_WHAT NEEDS TO BE DONE_.
Exactly as they stand, give the records below again, with no images.

_Items listed in a dataset_.
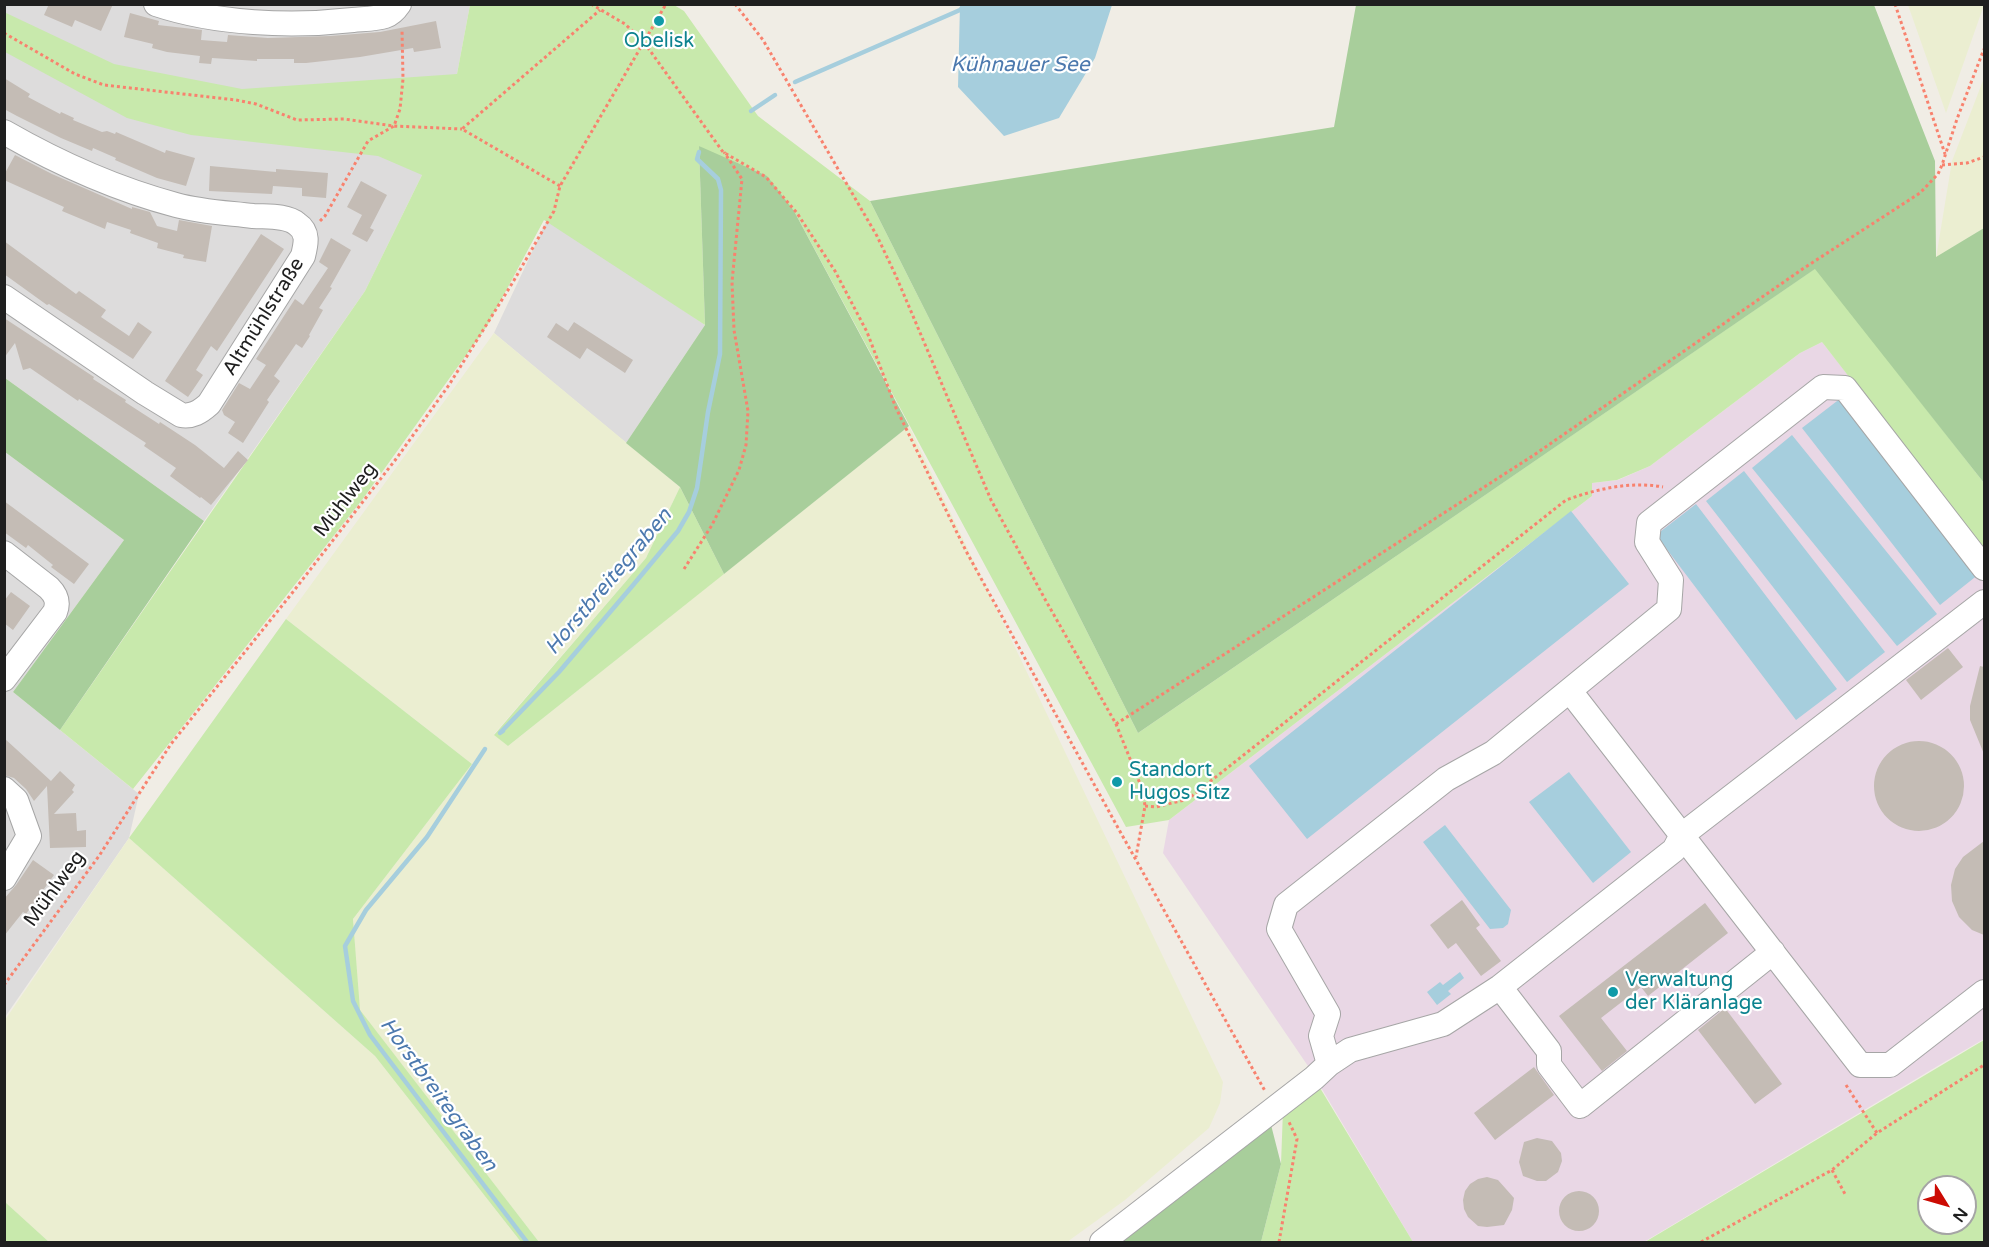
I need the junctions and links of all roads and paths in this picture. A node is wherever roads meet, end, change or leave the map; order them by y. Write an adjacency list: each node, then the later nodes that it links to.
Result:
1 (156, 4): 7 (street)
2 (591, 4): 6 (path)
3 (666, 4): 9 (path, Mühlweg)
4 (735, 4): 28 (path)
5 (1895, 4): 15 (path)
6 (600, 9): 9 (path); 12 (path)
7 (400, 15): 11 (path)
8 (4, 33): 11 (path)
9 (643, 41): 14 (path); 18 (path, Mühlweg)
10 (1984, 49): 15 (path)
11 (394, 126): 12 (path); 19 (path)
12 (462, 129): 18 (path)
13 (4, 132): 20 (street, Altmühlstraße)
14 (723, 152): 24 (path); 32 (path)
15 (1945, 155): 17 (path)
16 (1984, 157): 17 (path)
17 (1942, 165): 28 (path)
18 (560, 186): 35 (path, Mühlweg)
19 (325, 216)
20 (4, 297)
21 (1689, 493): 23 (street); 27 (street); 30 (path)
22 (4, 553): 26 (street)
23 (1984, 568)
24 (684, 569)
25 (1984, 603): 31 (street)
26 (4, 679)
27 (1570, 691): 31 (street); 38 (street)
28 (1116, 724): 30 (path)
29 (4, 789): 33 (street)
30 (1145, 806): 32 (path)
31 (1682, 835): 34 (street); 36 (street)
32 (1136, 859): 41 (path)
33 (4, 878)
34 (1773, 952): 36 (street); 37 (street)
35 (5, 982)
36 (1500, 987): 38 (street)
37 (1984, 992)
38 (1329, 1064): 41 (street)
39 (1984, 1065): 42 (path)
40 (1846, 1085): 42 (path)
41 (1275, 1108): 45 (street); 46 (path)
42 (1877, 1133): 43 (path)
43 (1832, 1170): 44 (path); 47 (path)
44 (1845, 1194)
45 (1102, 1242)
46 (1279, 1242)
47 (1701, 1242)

_THE ANSWER_.
I need the junctions and links of all roads and paths in this picture. A node is wherever roads meet, end, change or leave the map; order them by y. Write an adjacency list: each node, then the later nodes that it links to.
Result:
1 (156, 4): 7 (street)
2 (591, 4): 6 (path)
3 (666, 4): 9 (path, Mühlweg)
4 (735, 4): 28 (path)
5 (1895, 4): 15 (path)
6 (600, 9): 9 (path); 12 (path)
7 (400, 15): 11 (path)
8 (4, 33): 11 (path)
9 (643, 41): 14 (path); 18 (path, Mühlweg)
10 (1984, 49): 15 (path)
11 (394, 126): 12 (path); 19 (path)
12 (462, 129): 18 (path)
13 (4, 132): 20 (street, Altmühlstraße)
14 (723, 152): 24 (path); 32 (path)
15 (1945, 155): 17 (path)
16 (1984, 157): 17 (path)
17 (1942, 165): 28 (path)
18 (560, 186): 35 (path, Mühlweg)
19 (325, 216)
20 (4, 297)
21 (1689, 493): 23 (street); 27 (street); 30 (path)
22 (4, 553): 26 (street)
23 (1984, 568)
24 (684, 569)
25 (1984, 603): 31 (street)
26 (4, 679)
27 (1570, 691): 31 (street); 38 (street)
28 (1116, 724): 30 (path)
29 (4, 789): 33 (street)
30 (1145, 806): 32 (path)
31 (1682, 835): 34 (street); 36 (street)
32 (1136, 859): 41 (path)
33 (4, 878)
34 (1773, 952): 36 (street); 37 (street)
35 (5, 982)
36 (1500, 987): 38 (street)
37 (1984, 992)
38 (1329, 1064): 41 (street)
39 (1984, 1065): 42 (path)
40 (1846, 1085): 42 (path)
41 (1275, 1108): 45 (street); 46 (path)
42 (1877, 1133): 43 (path)
43 (1832, 1170): 44 (path); 47 (path)
44 (1845, 1194)
45 (1102, 1242)
46 (1279, 1242)
47 (1701, 1242)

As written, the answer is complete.